- WORK ITEM:
Set down again exactly the lines of the listing below that fall between the line holding "middle dip: (352, 86)" and the line holding "wrist: (837, 270)", inclusive.

┌──

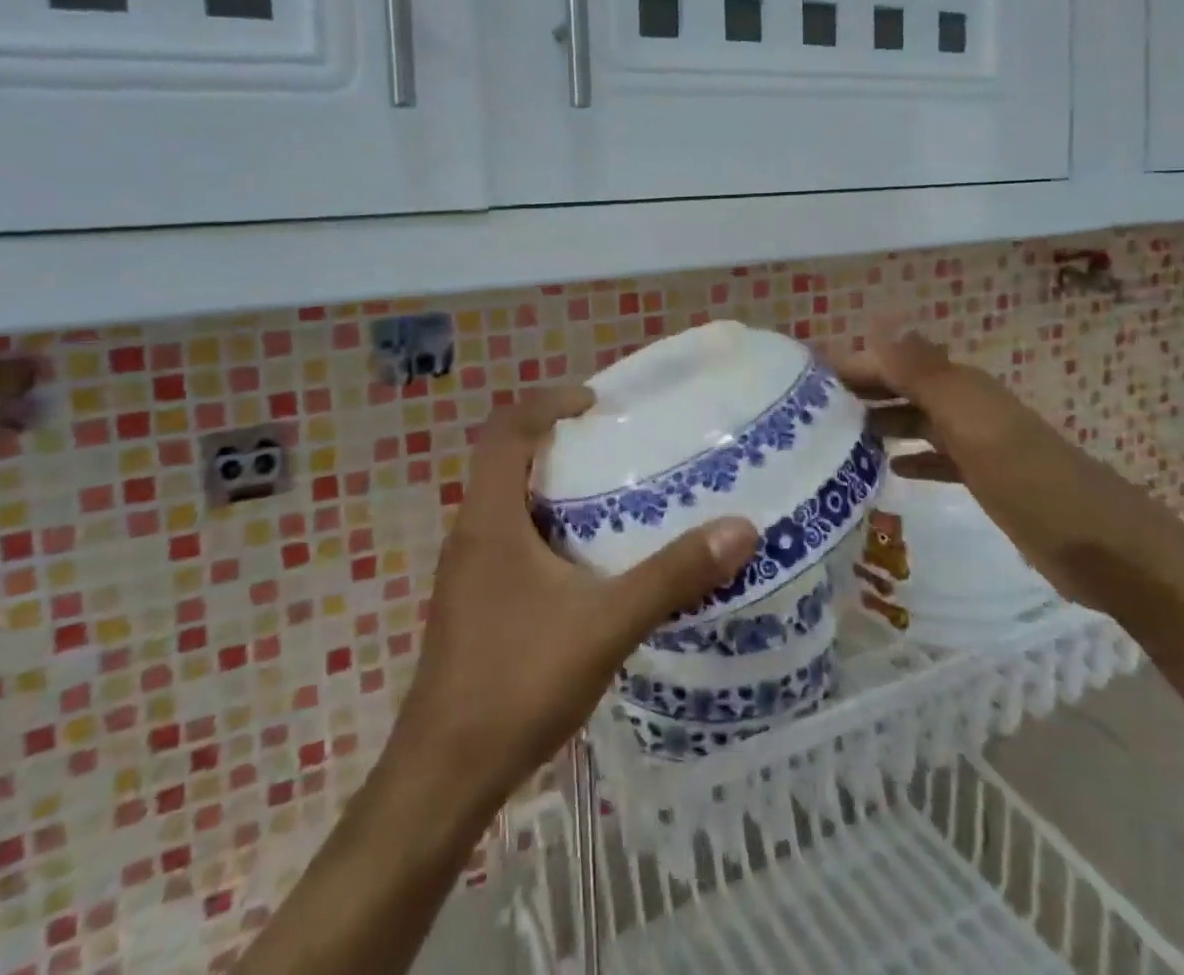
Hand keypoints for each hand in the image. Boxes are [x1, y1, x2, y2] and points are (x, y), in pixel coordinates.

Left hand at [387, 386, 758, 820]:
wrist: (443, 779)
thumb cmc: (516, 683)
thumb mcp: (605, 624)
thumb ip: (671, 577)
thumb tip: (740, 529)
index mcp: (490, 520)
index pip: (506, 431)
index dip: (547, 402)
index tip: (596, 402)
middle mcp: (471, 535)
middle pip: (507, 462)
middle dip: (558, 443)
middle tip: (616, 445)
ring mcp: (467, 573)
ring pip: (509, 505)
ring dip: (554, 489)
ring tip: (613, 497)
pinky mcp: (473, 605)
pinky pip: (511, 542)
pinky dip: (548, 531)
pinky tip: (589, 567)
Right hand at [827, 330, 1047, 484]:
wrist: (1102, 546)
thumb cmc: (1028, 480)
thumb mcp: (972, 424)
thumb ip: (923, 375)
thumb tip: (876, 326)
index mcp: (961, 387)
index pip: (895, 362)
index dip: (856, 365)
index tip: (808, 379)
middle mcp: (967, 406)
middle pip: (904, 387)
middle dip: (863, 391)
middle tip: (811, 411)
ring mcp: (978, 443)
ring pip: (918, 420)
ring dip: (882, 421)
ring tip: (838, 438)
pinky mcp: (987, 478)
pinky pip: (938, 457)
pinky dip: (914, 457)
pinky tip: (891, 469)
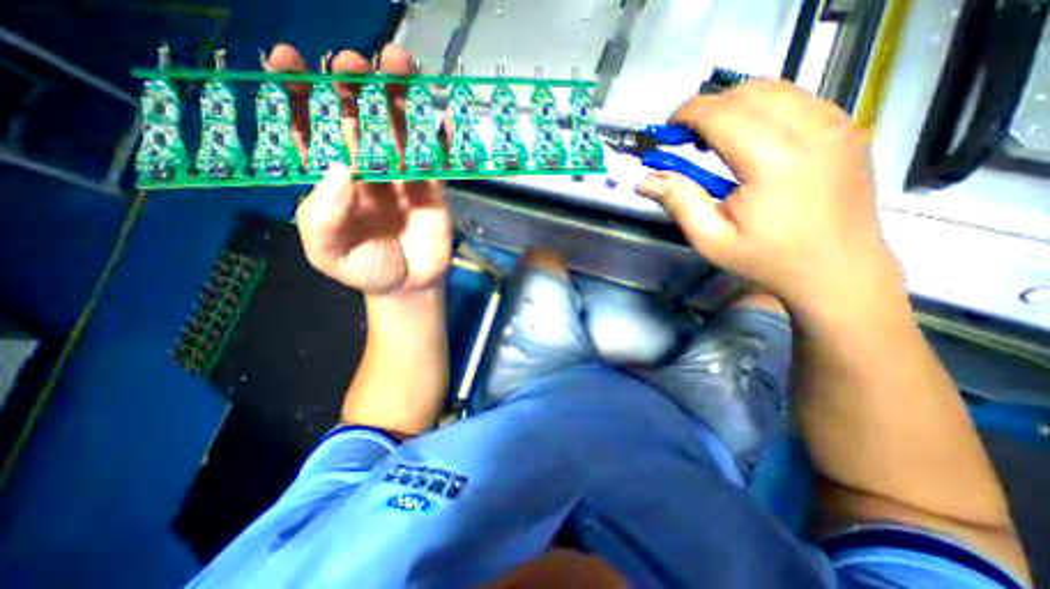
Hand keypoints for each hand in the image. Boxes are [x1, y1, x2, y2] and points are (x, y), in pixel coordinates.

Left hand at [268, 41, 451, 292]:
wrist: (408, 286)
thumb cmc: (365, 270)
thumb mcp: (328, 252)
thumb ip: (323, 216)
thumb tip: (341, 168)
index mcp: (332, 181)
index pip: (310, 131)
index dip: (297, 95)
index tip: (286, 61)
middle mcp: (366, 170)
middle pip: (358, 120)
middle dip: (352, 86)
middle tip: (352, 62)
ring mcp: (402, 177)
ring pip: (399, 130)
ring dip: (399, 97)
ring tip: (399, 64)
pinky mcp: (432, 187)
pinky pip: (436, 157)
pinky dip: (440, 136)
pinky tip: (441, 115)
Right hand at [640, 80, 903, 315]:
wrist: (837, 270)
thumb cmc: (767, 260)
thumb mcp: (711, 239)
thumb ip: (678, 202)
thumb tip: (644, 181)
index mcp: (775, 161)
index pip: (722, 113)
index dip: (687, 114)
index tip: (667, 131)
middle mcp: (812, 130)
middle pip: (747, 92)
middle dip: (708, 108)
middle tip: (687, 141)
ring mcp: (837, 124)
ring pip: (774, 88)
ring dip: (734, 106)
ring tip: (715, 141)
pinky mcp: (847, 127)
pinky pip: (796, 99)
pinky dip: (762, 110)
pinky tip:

└──

- RESULT OF THE EXERCISE:
middle dip: (352, 86)
middle tip: (352, 62)
ring mcp: (402, 177)
ring pip: (399, 130)
ring dip: (399, 97)
ring tip: (399, 64)
pinky mcp: (432, 187)
pinky pip: (436, 157)
pinky dip: (440, 136)
pinky tip: (441, 115)
Right hand at [640, 80, 903, 315]:
wrist: (837, 270)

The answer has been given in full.